This March 29, 2017 photo shows Central Peninsula Hospital’s River Tower, which houses specialty medical services, in Soldotna, Alaska. The tower was completed in January 2017 as part of a multi-year service and infrastructure expansion at the hospital. (Elizabeth Earl/Peninsula Clarion)

Assembly introduces new hospital operating agreement

The Kenai Peninsula Borough Assembly is wading into the legal thicket of renewing Central Peninsula Hospital’s lease and operating agreement.

The Kenai Peninsula Borough owns the assets of the Soldotna-based hospital but leases them to a nonprofit, Central Peninsula General Hospital Inc., for daily operations. The first agreement was inked in 1993, with the last revision in 2008 and set to expire at the end of 2017. The lease and operating agreement outlines terms of how the nonprofit will run the hospital, including items such as providing monthly financial reports to the borough administration and executing operations to protect the hospital’s nonprofit status.

Last October, Borough Mayor Mike Navarre’s administration began negotiations to amend the lease and operating agreement and renew it. On Tuesday, the assembly got its first look at the new operating agreement, which the assembly has to renew before the end of the year.

“My administration has spent a lot of time internally discussing it and in negotiations with CPH,” Navarre said during the assembly’s finance committee meeting Tuesday.

The proposed new contract would be called only an “Operating Agreement,” taking out the word lease, according to a memo to the assembly from Borough Attorney Colette Thompson and Special Assistant to the Mayor Angela Ramponi.

“In the past, the term ‘Lease’ in the title has resulted in some issues with bond financing,” the memo states. “The term was taken out of the title to mitigate these concerns. The borough continues to lease the property to CPGH, Inc.”

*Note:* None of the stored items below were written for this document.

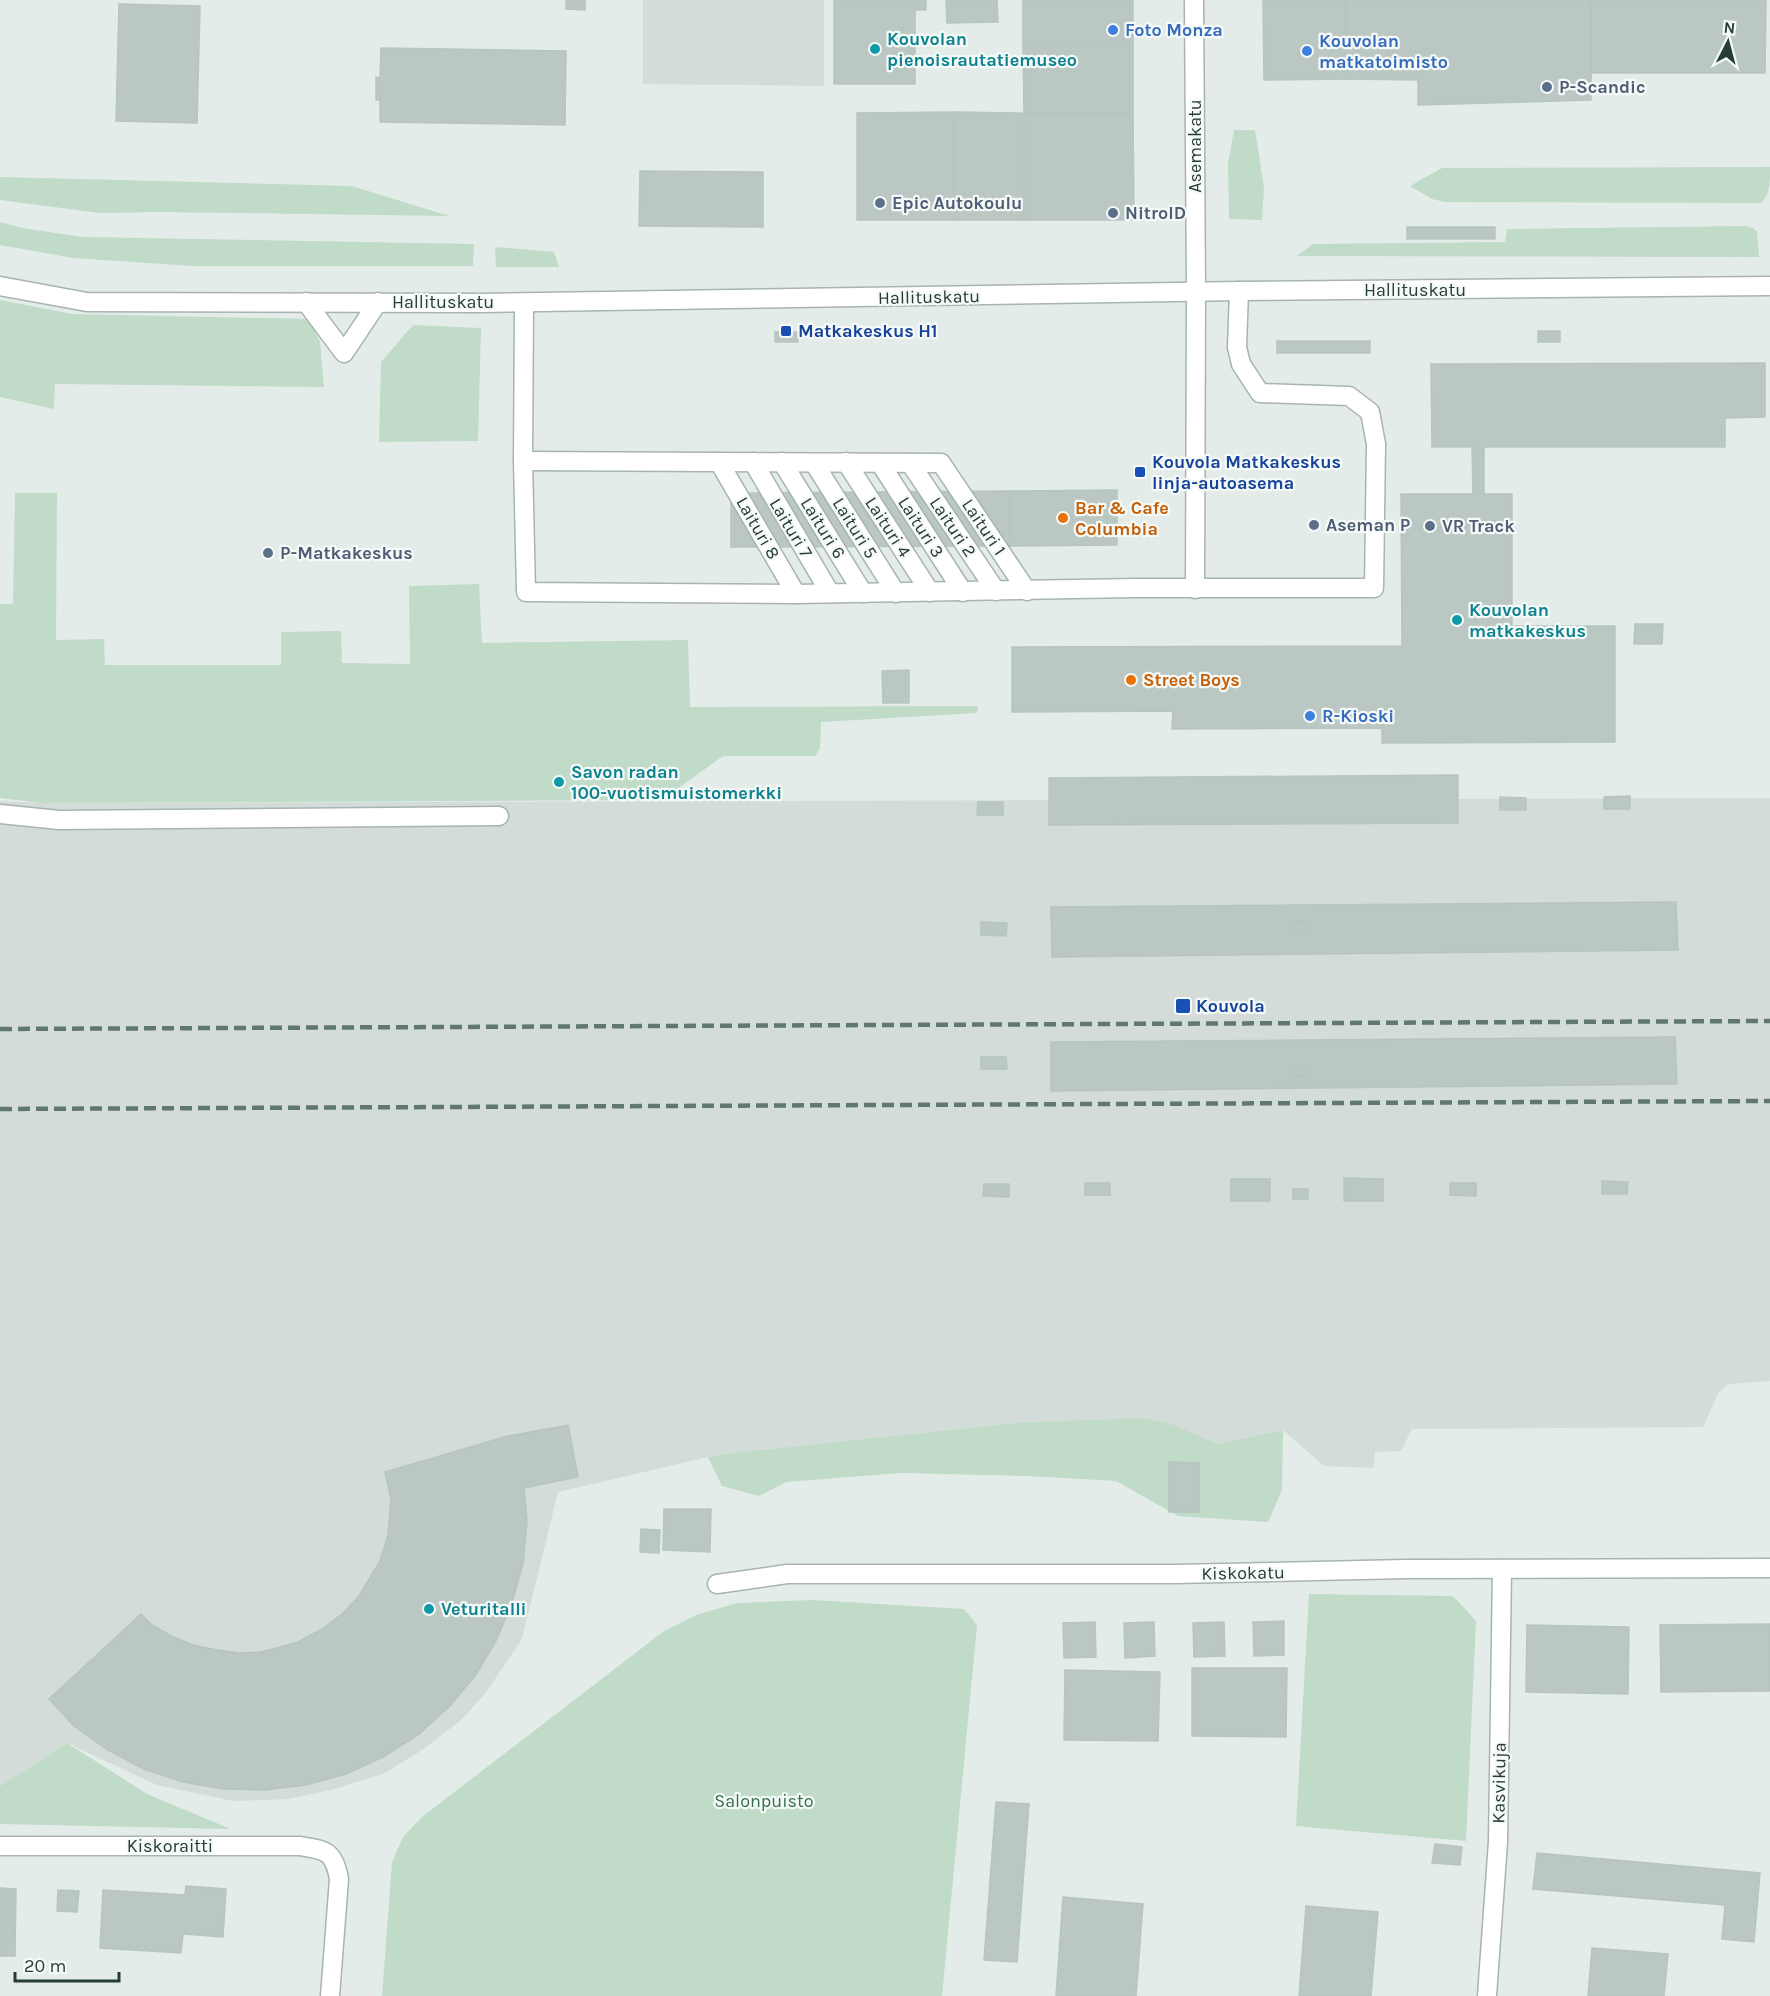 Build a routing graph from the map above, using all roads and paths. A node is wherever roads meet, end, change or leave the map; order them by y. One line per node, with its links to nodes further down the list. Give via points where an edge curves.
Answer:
1 (1194, 0): 5 (street, Asemakatu)
2 (0, 286): 6 (street, Hallituskatu, via 87,302)
3 (1770, 286): 4 (street, Hallituskatu)
4 (1239, 291): 5 (street, Hallituskatu); 17 (street, via 1240,364 1260,393 1349,396 1370,412 1376,444 1374,588)
5 (1196, 292): 8 (street, Hallituskatu); 17 (street, Asemakatu)
6 (306, 302): 7 (street, Hallituskatu); 7 (street, via 344,353)
7 (378, 302): 8 (street, Hallituskatu)
8 (524, 303): 9 (street)
9 (523, 460): 10 (street); 25 (street, via 526,591)
10 (719, 462): 11 (street); 25 (street, Laituri 8)
11 (753, 462): 12 (street); 22 (street, Laituri 7)
12 (782, 462): 14 (street); 23 (street, Laituri 6)
13 (846, 462): 14 (street); 15 (street); 20 (street, Laituri 4)
14 (814, 463): 24 (street, Laituri 5)
15 (880, 463): 16 (street); 21 (street, Laituri 3)
16 (910, 463): 18 (street, Laituri 2); 19 (street, Laituri 1, via 941,463)
17 (1195, 589): 19 (street)
18 (996, 591): 19 (street); 21 (street)
19 (1027, 591)
20 (930, 592): 21 (street); 24 (street)
21 (963, 592)
22 (830, 593): 23 (street); 25 (street)
23 (863, 593): 24 (street)
24 (896, 593)
25 (796, 594)
26 (0, 814): 27 (street, via 59,820)
27 (499, 816)
28 (1770, 1568): 29 (street, Kiskokatu)
29 (1502, 1569): 30 (street, Kiskokatu, via 787,1574); 33 (street, Kasvikuja, via 1498,1842)
30 (717, 1584)
31 (0, 1846): 32 (street, Kiskoraitti, via 300,1846 323,1850 336,1862 339,1879)
32 (330, 1996)
33 (1487, 1996) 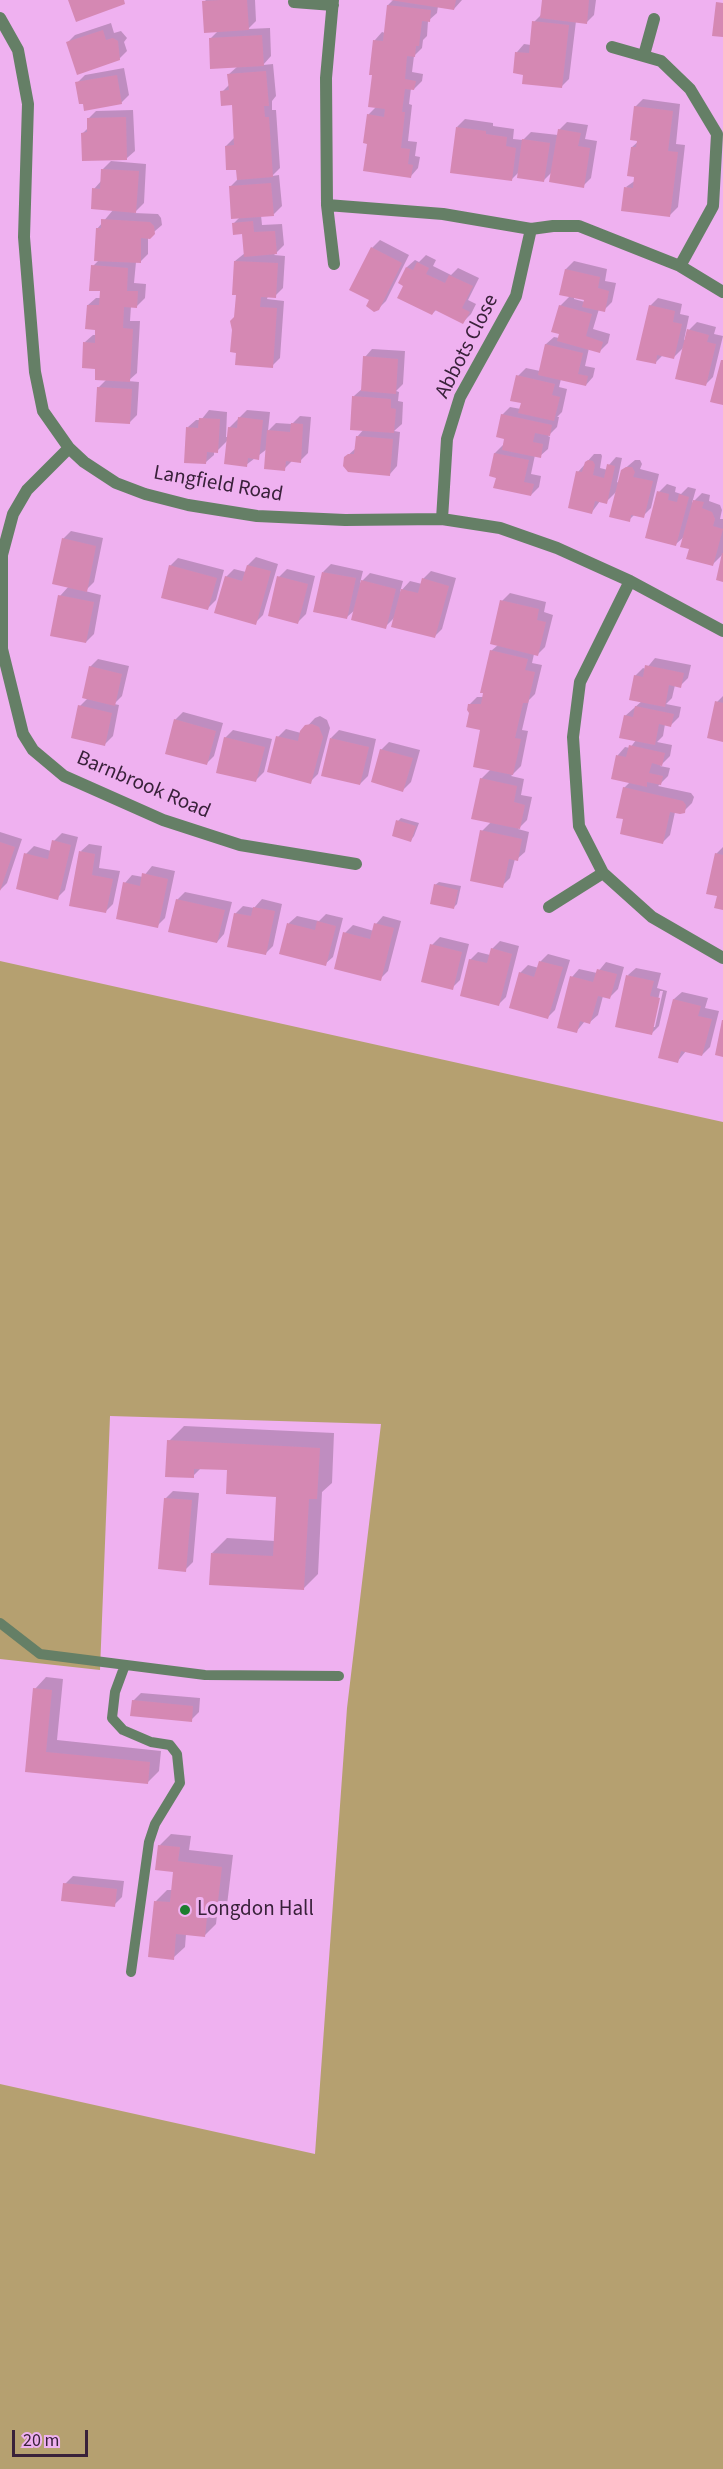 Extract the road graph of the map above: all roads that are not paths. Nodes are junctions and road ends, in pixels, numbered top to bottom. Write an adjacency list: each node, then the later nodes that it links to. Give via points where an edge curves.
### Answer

The borough leases the property to the hospital for less than fair market rate — to be precise, $1 per year. The amount is a formality and isn’t uncommon in borough leases for less than fair market rate. In May, the borough sold the Old Hope School to Hope, Inc. for the same price.

One key issue is the length of the contract. Some members of the assembly have argued that 10 years is too long for the contract to last and want to revise it. The proposed agreement includes a 10-year term but adds a five-year renewal option if no notice of termination is given one year before the 10-year term expires, according to the memo.

Hospital administrators would also have to meet monthly with borough administrator officials and provide updated reports, including lists of purchasing policies, which are new requirements. CPH administrators already provide quarterly reports to the borough assembly, but the monthly reports would tighten the relationship between the borough and the hospital administration, which technically operates independently.

Similarly, the new agreement would define “major” and “minor” maintenance based on the American Hospital Association’s estimated useful life of the asset. Major maintenance would have to be approved by the borough’s contract administrator and CPH would have to notify the borough of all projects costing more than $100,000. A new section outlines that any real property acquisitions “will be led by the borough.”

Other areas of the contract would give the hospital more flexibility. An area that’s often time-consuming for the hospital administration is obtaining assembly approval for new projects such as infrastructure or equipment purchases. One new provision would raise the threshold for assembly approval of an equipment purchase to $2 million. Assembly approval would only be required for capital improvement projects costing $1 million or more or that require an appropriation.

“Throughout the rewrite process, the teams worked to pair increased flexibility with improved communication between CPGH, Inc. and the borough,” the memo states. “As the health care landscape continues to undergo significant changes, the parties recognize that the borough will need flexibility to adapt to a quickly evolving system, and that the borough will need avenues to remedy any concerns and to ensure that the best interests of the residents are being met.”

CPH is the larger of the two hospitals the borough owns — South Peninsula Hospital in Homer is significantly smaller both in capacity and in revenue. Navarre’s administration has been focusing on health care for the last several years, convening a Healthcare Task Force of stakeholders and of industry professionals to identify ways to make health care more affordable and better on the Kenai Peninsula.

The task force was a sequel to another convened in 2010, on which members tried to decide whether to transition the hospital to a private operator to save costs. The assembly decided to hold onto the hospital, which ultimately may have kept costs lower, according to a consultant report commissioned by the 2015 task force. The consultant’s report showed that CPH and SPH’s charges were approximately 80 percent of the charges at hospitals in Anchorage, and data available through the Center for Medicare and Medicaid Services shows that CPH and SPH’s charges are frequently below the national and Alaska averages for particular procedures.

The assembly members had no comments on the proposed agreement at the meeting Tuesday. Navarre said the assembly will schedule have a worksession before the next meeting to go over details.